Exercise material Start Marker
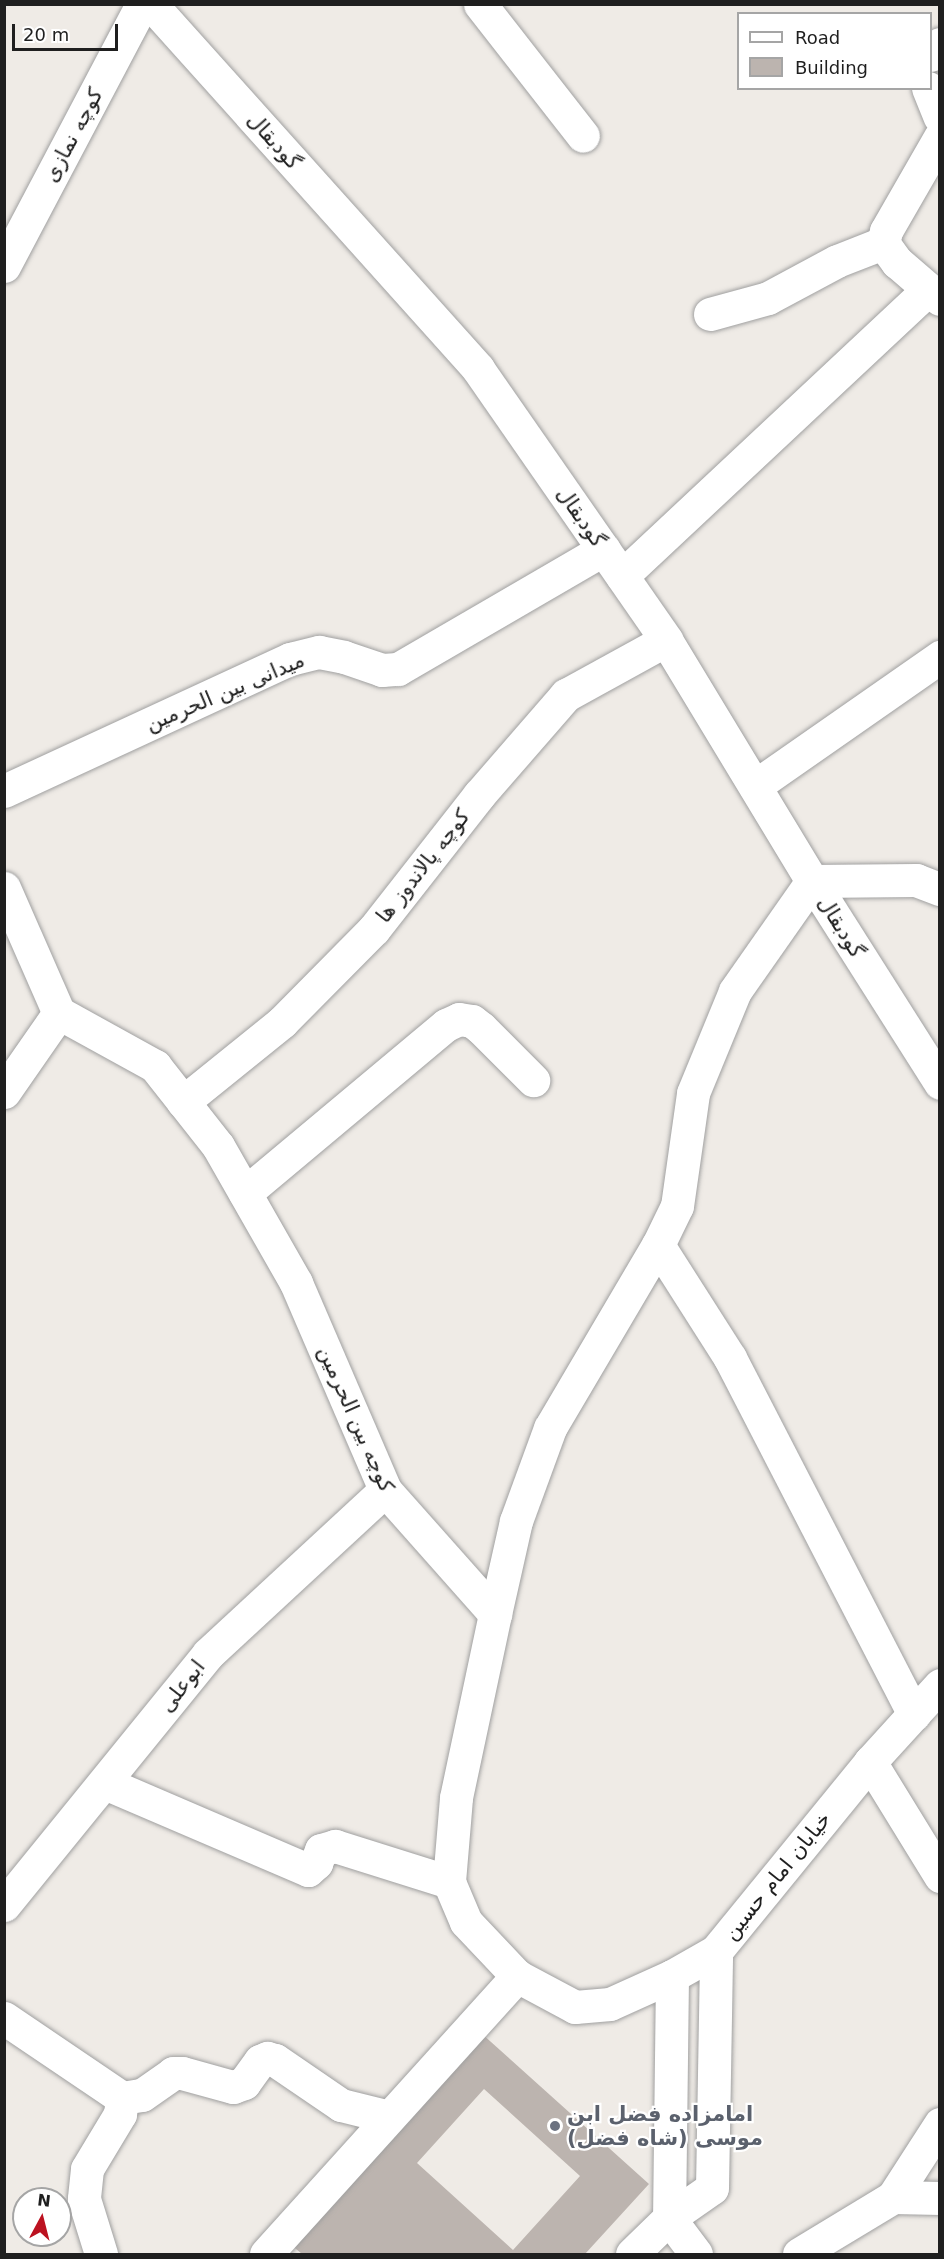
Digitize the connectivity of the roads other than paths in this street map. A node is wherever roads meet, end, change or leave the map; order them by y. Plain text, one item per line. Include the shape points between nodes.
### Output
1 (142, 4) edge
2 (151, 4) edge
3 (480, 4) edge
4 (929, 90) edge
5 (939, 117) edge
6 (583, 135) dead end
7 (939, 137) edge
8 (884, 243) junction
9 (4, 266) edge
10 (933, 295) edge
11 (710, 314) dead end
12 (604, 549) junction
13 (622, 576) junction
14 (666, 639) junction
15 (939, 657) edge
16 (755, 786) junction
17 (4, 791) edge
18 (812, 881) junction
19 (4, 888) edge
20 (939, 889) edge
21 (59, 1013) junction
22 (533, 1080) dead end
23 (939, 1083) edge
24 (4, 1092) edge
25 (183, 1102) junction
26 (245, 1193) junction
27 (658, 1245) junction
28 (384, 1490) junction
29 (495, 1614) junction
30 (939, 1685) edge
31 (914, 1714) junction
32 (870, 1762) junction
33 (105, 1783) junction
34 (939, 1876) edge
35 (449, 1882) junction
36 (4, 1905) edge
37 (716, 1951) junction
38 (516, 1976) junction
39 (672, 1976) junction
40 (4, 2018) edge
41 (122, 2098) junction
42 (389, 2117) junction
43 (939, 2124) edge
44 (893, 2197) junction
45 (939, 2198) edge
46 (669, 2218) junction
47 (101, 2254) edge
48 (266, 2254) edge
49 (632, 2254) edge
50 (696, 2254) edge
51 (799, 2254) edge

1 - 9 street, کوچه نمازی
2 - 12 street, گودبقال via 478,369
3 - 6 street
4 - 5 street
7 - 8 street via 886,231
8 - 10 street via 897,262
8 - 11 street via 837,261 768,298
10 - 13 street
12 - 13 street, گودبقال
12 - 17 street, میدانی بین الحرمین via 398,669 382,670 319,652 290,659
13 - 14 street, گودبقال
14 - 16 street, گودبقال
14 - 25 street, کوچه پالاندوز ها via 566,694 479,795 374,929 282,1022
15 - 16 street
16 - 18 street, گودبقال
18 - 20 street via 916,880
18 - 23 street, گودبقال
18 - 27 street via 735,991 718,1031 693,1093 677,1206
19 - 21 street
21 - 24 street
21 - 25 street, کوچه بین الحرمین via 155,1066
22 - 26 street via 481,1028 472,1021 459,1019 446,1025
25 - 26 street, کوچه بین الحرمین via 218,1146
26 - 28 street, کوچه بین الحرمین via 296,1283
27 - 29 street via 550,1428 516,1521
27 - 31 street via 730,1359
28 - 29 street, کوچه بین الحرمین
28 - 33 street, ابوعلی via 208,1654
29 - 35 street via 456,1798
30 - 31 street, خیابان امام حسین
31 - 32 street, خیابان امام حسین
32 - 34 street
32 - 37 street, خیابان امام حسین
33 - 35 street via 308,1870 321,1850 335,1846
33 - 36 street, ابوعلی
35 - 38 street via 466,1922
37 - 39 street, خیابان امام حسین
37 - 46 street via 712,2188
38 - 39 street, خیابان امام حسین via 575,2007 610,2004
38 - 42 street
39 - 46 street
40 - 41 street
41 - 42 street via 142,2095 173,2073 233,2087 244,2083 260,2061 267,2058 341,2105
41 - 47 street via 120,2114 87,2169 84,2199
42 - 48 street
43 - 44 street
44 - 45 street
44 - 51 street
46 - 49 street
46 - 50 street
Exercise material End Marker
Exercise material Start Marker
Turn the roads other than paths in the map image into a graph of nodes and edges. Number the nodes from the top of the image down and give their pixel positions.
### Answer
Exercise material End Marker
Exercise material Start Marker
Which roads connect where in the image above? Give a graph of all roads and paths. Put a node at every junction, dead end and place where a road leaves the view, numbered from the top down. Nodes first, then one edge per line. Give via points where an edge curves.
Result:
Exercise material End Marker
Task description:
In the records above, find each line with the word "than" and copy it out.

Task response:
Digitize the connectivity of the roads other than paths in this street map. A node is wherever roads meet, end, change or leave the map; order them by y. Plain text, one item per line. Include the shape points between nodes.
Turn the roads other than paths in the map image into a graph of nodes and edges. Number the nodes from the top of the image down and give their pixel positions.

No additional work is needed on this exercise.